→ Work to be completed
Lines where the string "Antônio" appears are to be copied from the entries below.

→ Information supplied
────────────────────

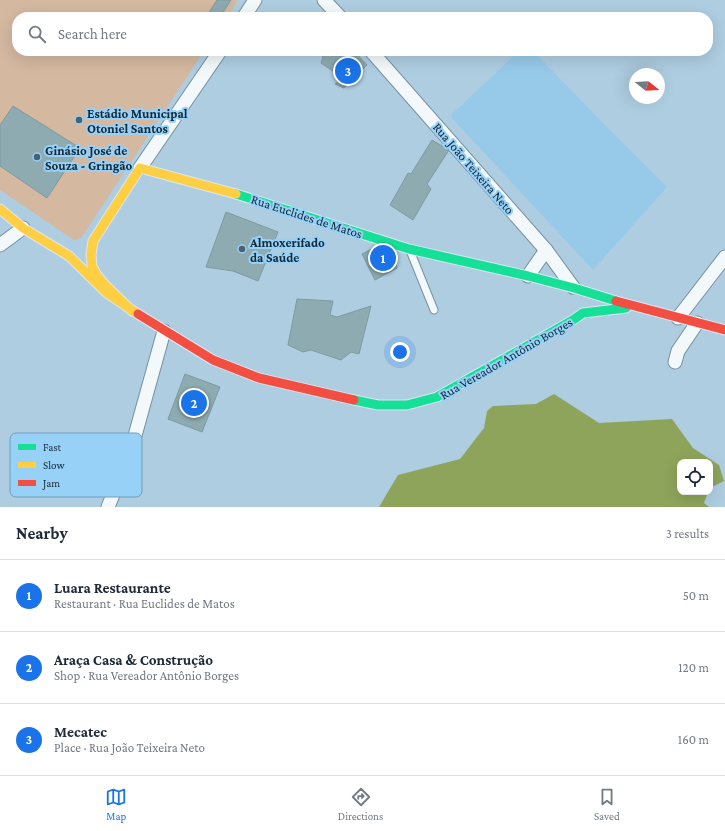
<!DOCTYPE html>
<html lang="en">
<head>
<meta charset="utf-8">
<style>
	body { margin:0; font-family:"Crimson Pro",serif; background:#f2f2f3; color:#1f2937 }
	.controls { position:absolute; right:12px; bottom:12px; display:grid; overflow:hidden; border-radius:8px; box-shadow:0 4px 16px #0002 }
	.controls button { width:36px; height:36px; display:grid; place-items:center; padding:0; border:0; border-bottom:1px solid #e0e1e3; background:#fff; color:#1f2937; font:20px sans-serif }
	.compass { position:absolute; left:629px; top:68px; width:36px; height:36px; border-radius:50%; background:#fff; box-shadow:0 4px 16px #0002; rotate:108deg }
	.you { position:absolute; left:400px; top:352px; width:14px; height:14px; margin:-10px; border:3px solid #fff; border-radius:50%; background:#1a73e8; box-shadow:0 0 0 6px #1a73e833 }
	.badge { display:grid; place-items:center; width:26px; height:26px; border-radius:50%; background:#1a73e8; color:#fff; font-size:13px; font-weight:700 }
	.pin { position:absolute; translate:-50% -50%; border:2px solid #fff; box-shadow:0 1px 4px #0006 }
	.list { margin:0; padding:0; list-style:none }
	h2 { display:flex; justify-content:space-between; align-items:center; height:52px; margin:0; padding:0 16px; font-size:17px }
	h2 small { font-size:13px; font-weight:400; color:#747a83 }
	.list li { display:grid; grid-template-columns:26px 1fr auto; gap:12px; align-items:center; box-sizing:border-box; height:72px; padding:0 16px; border-top:1px solid #e0e1e3 }
	.list b { display:block; font-size:15px; white-space:nowrap }
	.list p { margin:0; font-size:13px; white-space:nowrap; color:#747a83 }
	.list em { font-size:13px; font-style:normal; color:#747a83 }
	.icon { flex:none; width:22px; height:22px; fill:none; stroke:currentColor; stroke-width:2; stroke-linecap:round; stroke-linejoin:round }
	.map { position:relative; flex:none; width:725px; height:507px; overflow:hidden }
	.search { position:absolute; background:#fff; box-shadow:0 4px 16px #0002; left:12px; right:12px; top:12px; height:44px; display:flex; align-items:center; gap:10px; box-sizing:border-box; padding:0 14px; border-radius:16px; color:#747a83; font-size:15px }
	.sheet { height:268px; background:#fff }
	nav { display:flex; justify-content:space-around; align-items:center; box-sizing:border-box; height:56px; border-top:1px solid #e0e1e3; background:#fff; font-size:11px; color:#747a83 }
	nav a { display:grid; justify-items:center; gap:2px }
	nav .on { color:#1a73e8 }
	.map>svg:first-child { display:block }
</style>
</head>
<body>
<div class="map">
<svg width="725" height="507" viewBox="0 0 725 507">
	<rect width="100%" height="100%" fill="#aecde1"/>
	<path fill="#97c9e9" d="M519,51H533L599,119L667,187L593,270L450,116Z"/>
	<path fill="#d4b8a0" d="M0,0H238L227,17H17V51H204L81,238L74,240L0,190Z"/>
	<path fill="#8ea45b" d="M554,394L599,423L672,419L693,448L719,465L724,481L710,488V462H680V492H708L704,503L709,507H379L398,475L460,459L484,428L487,411L493,406L536,404Z"/>
	<g fill="#8eabb1" stroke="#7e9ba1">
		<path d="M217,0H231L220,17H206Z"/>
		<path d="M320,51H354L367,65L344,88L335,84L343,78L321,63L323,57L319,52Z"/>
		<path d="M13,106L80,148L47,198L0,166V125Z"/>
		<path d="M432,140L449,150L427,184L431,189L413,220L390,205L408,173L411,174Z"/>
		<path d="M226,212L278,232L258,281L233,271L206,267Z"/>
		<path d="M374,248L395,255L397,268L375,280L362,254Z"/>
		<path d="M297,299L333,301L330,315L337,317L371,306L359,354L351,352L341,360L311,350L303,352L288,345Z"/>
		<path d="M185,374L220,387L202,432L168,419Z"/>
	</g>
	<g fill="none" stroke-linecap="round" stroke-linejoin="round">
		<g stroke="#7890a0" stroke-width="9">
			<path id="lane" d="M411,253L434,310"/>
		</g>
		<g stroke="#7890a0" stroke-width="15">
			<g id="street">
				<path d="M324,0L340,17"/>
				<path d="M244,17L255,0"/>
				<path d="M371,51L546,250L573,287"/>
				<path d="M140,168L220,51"/>
				<path d="M0,245L23,228"/>
				<path d="M528,276L546,250"/>
				<path d="M678,318L725,257"/>
				<path d="M675,362L678,351L697,323"/>
				<path d="M108,507L131,450L164,331"/>
			</g>
		</g>
		<g stroke="#dbe8f2" stroke-width="11">
			<g id="fast">
				<path d="M236,194L409,249L528,276L574,288L616,301"/>
				<path d="M354,400L378,405H407L437,397L573,320L583,313L626,308"/>
			</g>
		</g>
		<g stroke="#dbe8f2" stroke-width="11">
			<g id="slow">
				<path d="M0,209L23,228L69,256L107,293L138,314"/>
				<path d="M132,311L105,285L96,274L92,266L91,255L93,241L140,168L236,194"/>
			</g>
		</g>
		<g stroke="#dbe8f2" stroke-width="11">
			<g id="jam">
				<path d="M616,301L725,330"/>
				<path d="M138,314L213,360L259,378L354,400"/>
			</g>
		</g>
		<use href="#lane" stroke="#f3f8fa" stroke-width="7"/>
		<use href="#street" stroke="#f3f8fa" stroke-width="13"/>
		<use href="#fast" stroke="#16e098" stroke-width="9"/>
		<use href="#slow" stroke="#ffcf43" stroke-width="9"/>
		<use href="#jam" stroke="#f24e42" stroke-width="9"/>
	</g>
	<g fill="#496273" stroke="#98d1f7" stroke-width="1.5">
		<circle cx="79" cy="120" r="4"/>
		<circle cx="37" cy="157" r="4"/>
		<circle cx="242" cy="249" r="4"/>
	</g>
	<g text-anchor="middle" stroke-width="4" stroke-linejoin="round" paint-order="stroke">
		<g font-size="13" font-weight="bold" fill="#122938" stroke="#98d1f7" text-anchor="start">
			<text x="87" y="118">Estádio Municipal<tspan x="87" dy="15">Otoniel Santos</tspan></text>
			<text x="45" y="155">Ginásio José de<tspan x="45" dy="15">Souza - Gringão</tspan></text>
			<text x="250" y="247">Almoxerifado<tspan x="250" dy="15">da Saúde</tspan></text>
		</g>
		<g font-size="13" fill="#122938" stroke="#98d1f7">
			<text transform="translate(474 168) rotate(49)" y="5">Rua João Teixeira Neto</text>
			<text transform="translate(307 216) rotate(18)" y="5">Rua Euclides de Matos</text>
			<text transform="translate(506 358) rotate(-30)" y="5">Rua Vereador Antônio Borges</text>
		</g>
	</g>
	<rect x="10" y="433" width="132" height="64" rx="6" fill="#98d1f7" stroke="#709fbe" stroke-width="1"/>
	<rect x="18" y="444" width="18" height="6" fill="#16e098"/>
	<rect x="18" y="462" width="18" height="6" fill="#ffcf43"/>
	<rect x="18" y="480" width="18" height="6" fill="#f24e42"/>
	<g font-size="11" fill="#122938">
		<text x="43" y="451">Fast</text>
		<text x="43" y="469">Slow</text>
		<text x="43" y="487">Jam</text>
	</g>
</svg>
<div class="controls">
<button><svg class="icon" aria-label="locate" viewBox="0 0 24 24"><circle cx="12" cy="12" r="6"/><path d="M12 2v4M12 18v4M2 12h4M18 12h4"/></svg></button>
</div>
<svg class="compass" viewBox="-18 -18 36 36"><path d="M0-13l5 13h-10z" fill="#e53935"/><path d="M0 13l5-13h-10z" fill="#747a83"/></svg>
<div class="you"></div>
<div class="pin badge" style="left:383px;top:258px">1</div>
<div class="pin badge" style="left:194px;top:403px">2</div>
<div class="pin badge" style="left:348px;top:71px">3</div>
<div class="search"><svg class="icon" aria-label="search" viewBox="0 0 24 24"><circle cx="10" cy="10" r="6"/><path d="M15 15l6 6"/></svg>Search here</div>
</div>
<section class="sheet">
<h2>Nearby<small>3 results</small></h2>
<ul class="list">
<li><span class="badge">1</span><div><b>Luara Restaurante</b><p>Restaurant · Rua Euclides de Matos</p></div><em>50 m</em></li>
<li><span class="badge">2</span><div><b>Araça Casa &amp; Construção</b><p>Shop · Rua Vereador Antônio Borges</p></div><em>120 m</em></li>
<li><span class="badge">3</span><div><b>Mecatec</b><p>Place · Rua João Teixeira Neto</p></div><em>160 m</em></li>
</ul>
</section>
<nav>
<a class="on"><svg class="icon" aria-label="map" viewBox="0 0 24 24"><path d="M3 6l6-2 6 2 6-2v14l-6 2-6-2-6 2zM9 4v14M15 6v14"/></svg>Map</a>
<a><svg class="icon" aria-label="directions" viewBox="0 0 24 24"><path d="M12 3l9 9-9 9-9-9zM9 14v-3h6M13 9l2 2-2 2"/></svg>Directions</a>
<a><svg class="icon" aria-label="saved" viewBox="0 0 24 24"><path d="M7 4h10v16l-5-4-5 4z"/></svg>Saved</a>
</nav>
</body>
</html>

────────────────────

→ Task solution
			<text transform="translate(506 358) rotate(-30)" y="5">Rua Vereador Antônio Borges</text>
<li><span class="badge">2</span><div><b>Araça Casa &amp; Construção</b><p>Shop · Rua Vereador Antônio Borges</p></div><em>120 m</em></li>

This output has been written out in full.